Work to be completed => Among the entries below, determine how many lines contain the word "them" and state only that figure.

Source records =>
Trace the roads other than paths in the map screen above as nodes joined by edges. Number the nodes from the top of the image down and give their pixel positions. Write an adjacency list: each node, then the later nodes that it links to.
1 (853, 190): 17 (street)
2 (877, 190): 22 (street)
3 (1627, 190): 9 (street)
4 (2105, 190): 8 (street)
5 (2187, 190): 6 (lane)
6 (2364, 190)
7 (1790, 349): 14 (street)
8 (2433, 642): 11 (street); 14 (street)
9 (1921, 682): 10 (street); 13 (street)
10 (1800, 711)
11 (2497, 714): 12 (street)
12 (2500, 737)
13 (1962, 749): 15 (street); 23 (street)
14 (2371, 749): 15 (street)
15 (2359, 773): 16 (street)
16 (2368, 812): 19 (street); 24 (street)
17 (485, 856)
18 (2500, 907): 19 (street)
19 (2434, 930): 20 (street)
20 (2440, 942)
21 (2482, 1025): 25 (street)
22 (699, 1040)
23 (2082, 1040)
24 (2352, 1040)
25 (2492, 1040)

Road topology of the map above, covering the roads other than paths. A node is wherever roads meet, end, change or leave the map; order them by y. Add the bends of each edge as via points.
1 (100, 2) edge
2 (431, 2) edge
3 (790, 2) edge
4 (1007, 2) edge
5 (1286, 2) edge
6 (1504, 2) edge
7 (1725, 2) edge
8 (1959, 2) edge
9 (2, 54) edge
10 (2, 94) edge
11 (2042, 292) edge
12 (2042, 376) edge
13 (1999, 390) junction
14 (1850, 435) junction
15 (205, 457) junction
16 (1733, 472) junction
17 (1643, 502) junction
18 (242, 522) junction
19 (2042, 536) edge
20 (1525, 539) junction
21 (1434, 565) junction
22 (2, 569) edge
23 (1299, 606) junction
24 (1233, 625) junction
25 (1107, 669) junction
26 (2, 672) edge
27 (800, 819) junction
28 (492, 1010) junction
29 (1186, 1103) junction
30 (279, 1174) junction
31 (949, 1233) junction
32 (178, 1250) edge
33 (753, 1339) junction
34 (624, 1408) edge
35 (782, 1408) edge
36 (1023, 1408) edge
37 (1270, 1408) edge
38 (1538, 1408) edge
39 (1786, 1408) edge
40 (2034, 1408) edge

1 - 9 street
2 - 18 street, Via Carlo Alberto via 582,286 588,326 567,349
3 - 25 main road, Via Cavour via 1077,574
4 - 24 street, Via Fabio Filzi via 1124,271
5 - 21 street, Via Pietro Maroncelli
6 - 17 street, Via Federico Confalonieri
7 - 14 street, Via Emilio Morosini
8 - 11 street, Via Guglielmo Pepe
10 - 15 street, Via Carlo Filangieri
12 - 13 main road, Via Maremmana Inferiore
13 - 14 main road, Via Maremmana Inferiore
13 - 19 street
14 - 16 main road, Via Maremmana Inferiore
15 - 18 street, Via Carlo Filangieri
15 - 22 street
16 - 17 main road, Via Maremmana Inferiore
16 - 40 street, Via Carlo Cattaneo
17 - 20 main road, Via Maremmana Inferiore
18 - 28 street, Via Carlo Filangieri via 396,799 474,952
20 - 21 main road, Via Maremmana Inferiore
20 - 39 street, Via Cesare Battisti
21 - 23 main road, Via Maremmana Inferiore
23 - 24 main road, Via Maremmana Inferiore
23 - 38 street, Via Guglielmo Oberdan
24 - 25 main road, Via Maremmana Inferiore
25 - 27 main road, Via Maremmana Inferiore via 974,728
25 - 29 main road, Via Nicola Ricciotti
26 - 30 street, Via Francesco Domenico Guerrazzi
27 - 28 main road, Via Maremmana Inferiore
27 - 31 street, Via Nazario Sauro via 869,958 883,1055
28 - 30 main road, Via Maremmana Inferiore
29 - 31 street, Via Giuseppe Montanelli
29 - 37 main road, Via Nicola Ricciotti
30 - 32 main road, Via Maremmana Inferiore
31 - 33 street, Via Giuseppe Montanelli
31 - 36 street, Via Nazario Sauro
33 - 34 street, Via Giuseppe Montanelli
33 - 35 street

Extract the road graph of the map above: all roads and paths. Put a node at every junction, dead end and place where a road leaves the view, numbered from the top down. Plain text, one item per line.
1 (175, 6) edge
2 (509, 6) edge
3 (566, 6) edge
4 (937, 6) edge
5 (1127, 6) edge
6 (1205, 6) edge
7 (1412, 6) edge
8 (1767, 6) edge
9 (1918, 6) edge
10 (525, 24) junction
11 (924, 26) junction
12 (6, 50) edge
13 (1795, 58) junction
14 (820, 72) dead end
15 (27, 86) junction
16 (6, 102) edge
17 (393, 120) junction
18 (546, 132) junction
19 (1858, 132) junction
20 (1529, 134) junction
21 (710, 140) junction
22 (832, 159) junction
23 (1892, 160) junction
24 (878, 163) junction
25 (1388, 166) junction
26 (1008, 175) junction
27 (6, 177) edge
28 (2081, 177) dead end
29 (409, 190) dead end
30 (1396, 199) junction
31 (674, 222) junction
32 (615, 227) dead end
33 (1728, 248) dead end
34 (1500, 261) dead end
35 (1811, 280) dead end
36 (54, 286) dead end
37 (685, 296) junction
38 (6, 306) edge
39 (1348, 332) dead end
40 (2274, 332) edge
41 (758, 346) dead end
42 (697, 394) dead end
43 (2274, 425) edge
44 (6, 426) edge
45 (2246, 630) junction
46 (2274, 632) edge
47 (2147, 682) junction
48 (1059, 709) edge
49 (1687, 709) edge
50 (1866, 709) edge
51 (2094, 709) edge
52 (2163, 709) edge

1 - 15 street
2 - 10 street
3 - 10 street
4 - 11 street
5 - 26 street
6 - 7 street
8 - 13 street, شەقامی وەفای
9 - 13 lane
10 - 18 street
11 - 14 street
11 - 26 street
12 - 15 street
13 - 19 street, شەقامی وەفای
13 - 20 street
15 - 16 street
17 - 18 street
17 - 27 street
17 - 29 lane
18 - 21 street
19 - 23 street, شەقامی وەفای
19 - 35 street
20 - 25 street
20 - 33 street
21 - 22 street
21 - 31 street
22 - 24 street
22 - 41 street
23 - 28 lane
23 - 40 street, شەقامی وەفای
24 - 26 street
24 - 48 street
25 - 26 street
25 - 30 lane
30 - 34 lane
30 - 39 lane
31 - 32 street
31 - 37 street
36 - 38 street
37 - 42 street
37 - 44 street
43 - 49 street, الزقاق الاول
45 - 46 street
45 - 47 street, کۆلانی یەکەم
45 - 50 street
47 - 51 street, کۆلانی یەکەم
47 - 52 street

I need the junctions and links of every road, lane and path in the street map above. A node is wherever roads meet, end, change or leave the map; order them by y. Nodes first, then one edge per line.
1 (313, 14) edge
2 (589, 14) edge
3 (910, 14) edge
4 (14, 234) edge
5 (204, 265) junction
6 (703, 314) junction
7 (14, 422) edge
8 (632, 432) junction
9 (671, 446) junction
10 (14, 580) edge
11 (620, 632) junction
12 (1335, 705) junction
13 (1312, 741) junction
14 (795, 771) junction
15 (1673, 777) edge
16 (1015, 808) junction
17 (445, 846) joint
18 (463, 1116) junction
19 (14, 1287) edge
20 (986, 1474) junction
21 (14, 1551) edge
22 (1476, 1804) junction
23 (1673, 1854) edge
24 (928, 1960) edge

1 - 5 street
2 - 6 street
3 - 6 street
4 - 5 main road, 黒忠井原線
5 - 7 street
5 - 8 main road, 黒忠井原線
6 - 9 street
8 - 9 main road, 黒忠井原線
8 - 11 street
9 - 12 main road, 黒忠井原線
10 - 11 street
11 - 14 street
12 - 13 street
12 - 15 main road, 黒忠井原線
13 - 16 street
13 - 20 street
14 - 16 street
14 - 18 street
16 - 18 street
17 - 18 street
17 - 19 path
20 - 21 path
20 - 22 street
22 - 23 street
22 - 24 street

Exercise solution => 2